I slice some homemade bread and put it in the toaster. I pour some orange juice and drink it with vitamins. I scoop a half-cup of yogurt into a bowl and slice up fruit into it---these days it is a pear. I add a sprinklle of cinnamon. (I usually buy vanilla yogurt, which is kind of cheating, but I find I don't enjoy it as much if I have to put in the honey and try to mix it). I put peanut butter on the toast and I often work on a sudoku while I eat.

Sometimes I have a cooking or baking project. Yesterday I made apple cake from the Bakery Lane cookbook, one of my mother's favorites and something I plan to have on the menu of the dessert restaurant coming up.

Ray and I take a walk. Lately I tell him to walk faster. We pick up the newspaper at some point and head home. I take a bath, washing my hair every three or four days. I put on some comfortable clothes and spend more time on the computer when Ray heads to the university to teach. Sometimes I do a load of wash, but I usually let him hang it out. It is a little heavy for my back and I don't like to take chances with it. Plus, he likes to do it a certain way. Sometimes my Dad hangs our laundry out, but Ray doesn't like the way he does it, so I try to get it in again so he doesn't have to see it.

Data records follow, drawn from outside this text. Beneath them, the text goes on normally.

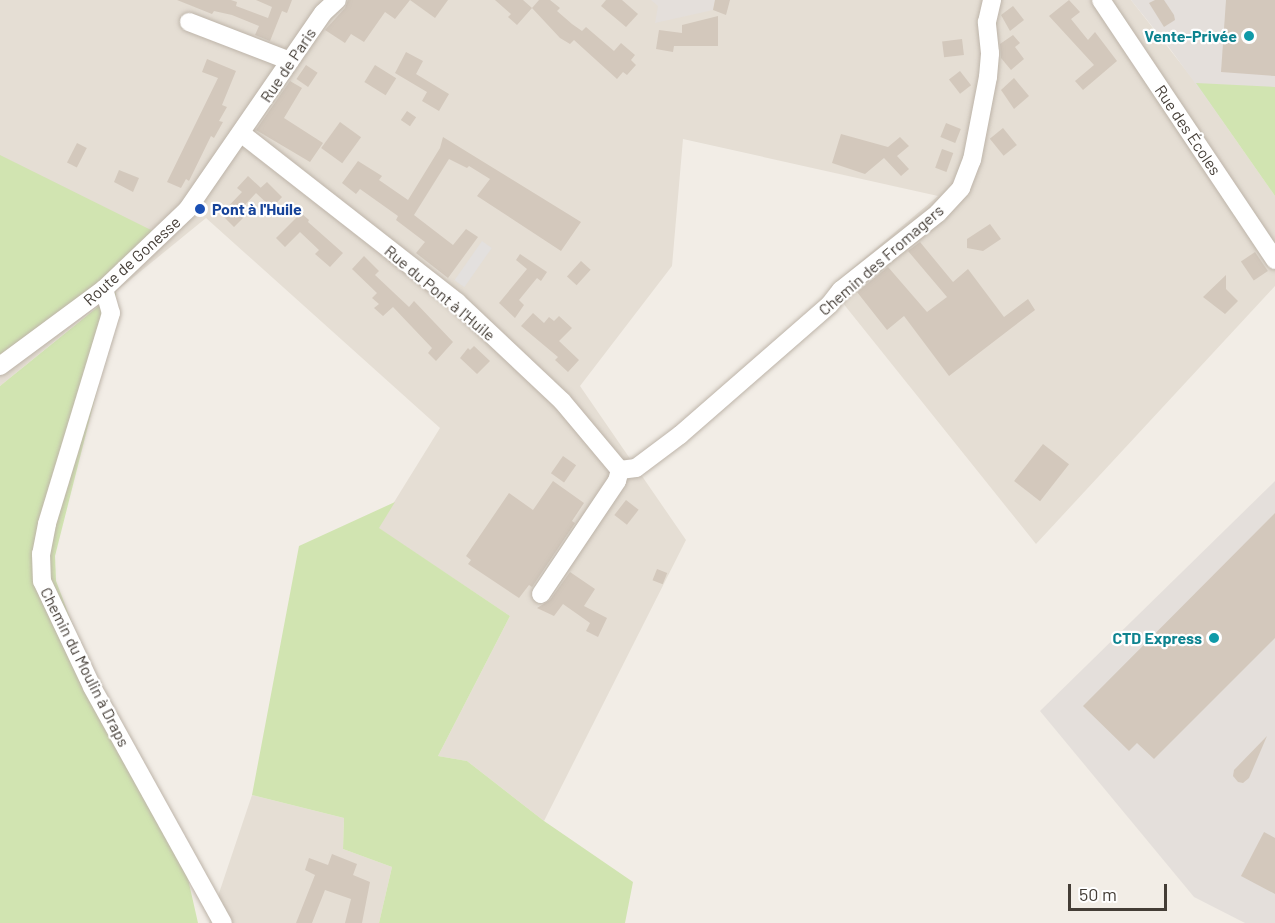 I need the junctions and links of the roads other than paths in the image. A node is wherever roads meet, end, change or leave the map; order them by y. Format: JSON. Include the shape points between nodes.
{"nodes":[{"id":1,"x":337,"y":0,"type":"edge"},
{"id":2,"x":992,"y":0,"type":"edge"},
{"id":3,"x":1101,"y":0,"type":"edge"},
{"id":4,"x":189,"y":22,"type":"dead end"},
{"id":5,"x":290,"y":61,"type":"junction"},
{"id":6,"x":242,"y":134,"type":"junction"},
{"id":7,"x":1275,"y":260,"type":"edge"},
{"id":8,"x":104,"y":289,"type":"junction"},
{"id":9,"x":0,"y":366,"type":"edge"},
{"id":10,"x":620,"y":470,"type":"junction"},
{"id":11,"x":541,"y":594,"type":"dead end"},
{"id":12,"x":223,"y":923,"type":"edge"}],
"edges":[{"from":1,"to":5,"type":"street","name":"Rue de Paris","via":[[323,13]]},
{"from":2,"to":10,"type":"street","name":"Chemin des Fromagers","via":[[987,22],[988,77],[972,160],[961,188],[938,213],[841,290],[830,304],[680,435],[636,468]]},
{"from":3,"to":7,"type":"street","name":"Rue des Écoles"},
{"from":4,"to":5,"type":"street"},
{"from":5,"to":6,"type":"street","name":"Rue de Paris"},
{"from":6,"to":8,"type":"street","name":"Route de Gonesse","via":[[187,210]]},
{"from":6,"to":10,"type":"street","name":"Rue du Pont à l'Huile","via":[[456,302],[562,401]]},
{"from":8,"to":9,"type":"street","name":"Route de Gonesse"},
{"from":8,"to":12,"type":"street","name":"Chemin du Moulin à Draps","via":[[111,313],[47,524],[41,554],[42,581],[92,687]]},
{"from":10,"to":11,"type":"street","via":[[617,481]]}]}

There are usually leftovers for lunch. Yesterday was cauliflower marranca, plus I ate a little bit of chicken left from the previous night. Often I spend time communicating with one or both of my daughters via Skype. Sometimes we actually talk, but more often we write messages back and forth. It is pleasant to have their company, even through the computer. Sometimes I let the dog into the house. It was pretty sunny yesterday, so comfortable in the house, although cold when we went for our walk.

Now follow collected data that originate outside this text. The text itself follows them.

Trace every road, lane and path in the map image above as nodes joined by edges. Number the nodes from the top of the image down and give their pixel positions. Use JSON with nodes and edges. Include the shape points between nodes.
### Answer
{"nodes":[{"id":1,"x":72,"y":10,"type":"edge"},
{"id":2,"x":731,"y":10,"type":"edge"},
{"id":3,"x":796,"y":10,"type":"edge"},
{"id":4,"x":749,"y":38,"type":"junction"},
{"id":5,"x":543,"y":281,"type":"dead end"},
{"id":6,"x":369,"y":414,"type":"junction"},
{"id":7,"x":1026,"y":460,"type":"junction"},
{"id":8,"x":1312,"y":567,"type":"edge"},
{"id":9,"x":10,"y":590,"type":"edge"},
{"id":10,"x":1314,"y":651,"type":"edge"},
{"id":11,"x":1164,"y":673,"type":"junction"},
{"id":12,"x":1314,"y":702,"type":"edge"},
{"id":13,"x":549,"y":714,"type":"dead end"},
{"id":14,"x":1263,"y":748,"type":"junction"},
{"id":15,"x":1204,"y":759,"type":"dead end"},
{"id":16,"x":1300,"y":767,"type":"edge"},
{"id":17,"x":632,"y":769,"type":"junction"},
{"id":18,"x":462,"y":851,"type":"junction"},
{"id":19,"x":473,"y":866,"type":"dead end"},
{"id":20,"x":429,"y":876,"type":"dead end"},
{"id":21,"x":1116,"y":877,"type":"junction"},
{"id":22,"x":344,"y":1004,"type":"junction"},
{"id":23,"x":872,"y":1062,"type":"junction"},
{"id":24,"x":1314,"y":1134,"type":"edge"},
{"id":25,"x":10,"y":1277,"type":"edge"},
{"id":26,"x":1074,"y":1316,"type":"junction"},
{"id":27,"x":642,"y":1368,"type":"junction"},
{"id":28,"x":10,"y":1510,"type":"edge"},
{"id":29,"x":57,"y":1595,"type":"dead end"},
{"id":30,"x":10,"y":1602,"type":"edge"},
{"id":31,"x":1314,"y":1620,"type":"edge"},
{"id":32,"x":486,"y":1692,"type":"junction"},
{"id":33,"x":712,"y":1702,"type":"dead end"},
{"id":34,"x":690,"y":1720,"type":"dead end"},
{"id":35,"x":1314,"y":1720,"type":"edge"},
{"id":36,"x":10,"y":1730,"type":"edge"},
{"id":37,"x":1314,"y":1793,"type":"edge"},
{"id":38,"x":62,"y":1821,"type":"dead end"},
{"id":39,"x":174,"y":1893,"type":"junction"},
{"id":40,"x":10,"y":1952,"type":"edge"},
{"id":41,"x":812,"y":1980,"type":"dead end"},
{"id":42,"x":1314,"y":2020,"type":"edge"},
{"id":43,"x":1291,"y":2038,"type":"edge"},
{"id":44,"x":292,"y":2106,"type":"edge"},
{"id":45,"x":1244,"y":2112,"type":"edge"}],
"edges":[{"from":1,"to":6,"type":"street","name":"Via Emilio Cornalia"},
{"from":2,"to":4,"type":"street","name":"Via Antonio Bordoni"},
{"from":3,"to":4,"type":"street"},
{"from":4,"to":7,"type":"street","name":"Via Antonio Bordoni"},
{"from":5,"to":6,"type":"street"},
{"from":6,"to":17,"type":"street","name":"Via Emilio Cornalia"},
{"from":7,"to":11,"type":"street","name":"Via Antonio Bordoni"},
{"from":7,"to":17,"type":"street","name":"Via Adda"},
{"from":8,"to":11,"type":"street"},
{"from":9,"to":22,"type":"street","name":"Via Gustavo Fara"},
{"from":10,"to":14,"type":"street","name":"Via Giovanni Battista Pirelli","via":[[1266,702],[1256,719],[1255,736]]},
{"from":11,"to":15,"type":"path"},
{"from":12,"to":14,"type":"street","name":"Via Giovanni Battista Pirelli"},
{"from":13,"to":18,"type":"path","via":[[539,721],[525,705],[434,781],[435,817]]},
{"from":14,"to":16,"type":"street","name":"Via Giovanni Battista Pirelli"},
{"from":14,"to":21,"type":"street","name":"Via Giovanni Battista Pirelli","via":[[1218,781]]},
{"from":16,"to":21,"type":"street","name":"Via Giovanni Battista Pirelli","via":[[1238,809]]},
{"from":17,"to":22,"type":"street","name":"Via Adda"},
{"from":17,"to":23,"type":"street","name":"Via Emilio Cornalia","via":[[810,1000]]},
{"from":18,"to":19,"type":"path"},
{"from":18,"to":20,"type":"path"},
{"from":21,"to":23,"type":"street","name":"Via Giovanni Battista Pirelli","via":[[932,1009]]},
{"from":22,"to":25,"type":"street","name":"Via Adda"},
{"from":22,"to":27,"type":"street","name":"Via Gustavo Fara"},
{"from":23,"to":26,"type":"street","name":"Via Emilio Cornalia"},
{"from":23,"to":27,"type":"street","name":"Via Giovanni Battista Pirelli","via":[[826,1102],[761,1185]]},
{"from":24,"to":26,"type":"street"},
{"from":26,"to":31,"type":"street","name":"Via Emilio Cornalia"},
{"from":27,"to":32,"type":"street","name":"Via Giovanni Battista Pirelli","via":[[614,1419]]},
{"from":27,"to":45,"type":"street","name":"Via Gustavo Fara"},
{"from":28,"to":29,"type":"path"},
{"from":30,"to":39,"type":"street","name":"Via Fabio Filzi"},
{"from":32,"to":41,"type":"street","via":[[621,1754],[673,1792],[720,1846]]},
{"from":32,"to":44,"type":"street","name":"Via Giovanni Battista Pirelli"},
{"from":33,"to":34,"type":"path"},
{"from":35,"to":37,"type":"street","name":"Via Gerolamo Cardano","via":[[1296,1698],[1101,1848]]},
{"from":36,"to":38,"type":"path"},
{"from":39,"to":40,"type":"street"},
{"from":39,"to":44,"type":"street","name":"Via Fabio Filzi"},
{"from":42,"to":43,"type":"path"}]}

Sometimes my Dad comes by to work on something and chat. Yesterday he called, but since I was heading out, he didn't drive out here. I went to a meeting at 3:00. This is a group that grew out of the One Athens poverty initiative. It is about housing in Athens. Generally not much really useful happens. We make recommendations that are not followed. On this occasion, someone from DCA explained how we need to collaborate because there is not enough money to fund the various agencies engaged in housing counseling. This is something we have known for awhile, but it is hard to fix, because no agency wants to say, "That's okay, you take the money. We'll stop doing housing counseling (and close our doors)." I don't have a good solution, but I think it is possible to determine who is helping the most people and give them the money. One group passed around a handout for their classes. They are charging $25, not an outrageous amount, but ALT does it for free and has been for a while. How does any of these groups pay their staff and their rent? It was really annoying to have this woman, who is probably trying her best, to hand out color copies to us (I know they're expensive) and talk about the conference coming up with the really wonderful (expensive) speaker...and how there is no money. And I asked my question that I often bring up. "With poverty in Athens over 30%, many people are not ready to be homeowners. What about them?" The answer was, "your collaborative will set its own goals." Which is good, but somehow the focus is always homeownership. Is that because of the banks and realtors?

After that, I went home and made frosting for the cake. At 6, Ray and I headed to potluck and choir. Unfortunately, there were three other people who brought desserts and not much dinner. This is a rare occurrence. I guess I will have to stop making desserts. Or bring a main dish and a dessert.

I was pretty sleepy by the end of choir and somehow left my purse there, I discovered when I got home. I had the bag with the knitting and the cake pan, but no purse. We decided to go get it first thing this morning, figuring nothing would happen to it overnight. I froze 6 pieces of apple cake to serve at the dessert night.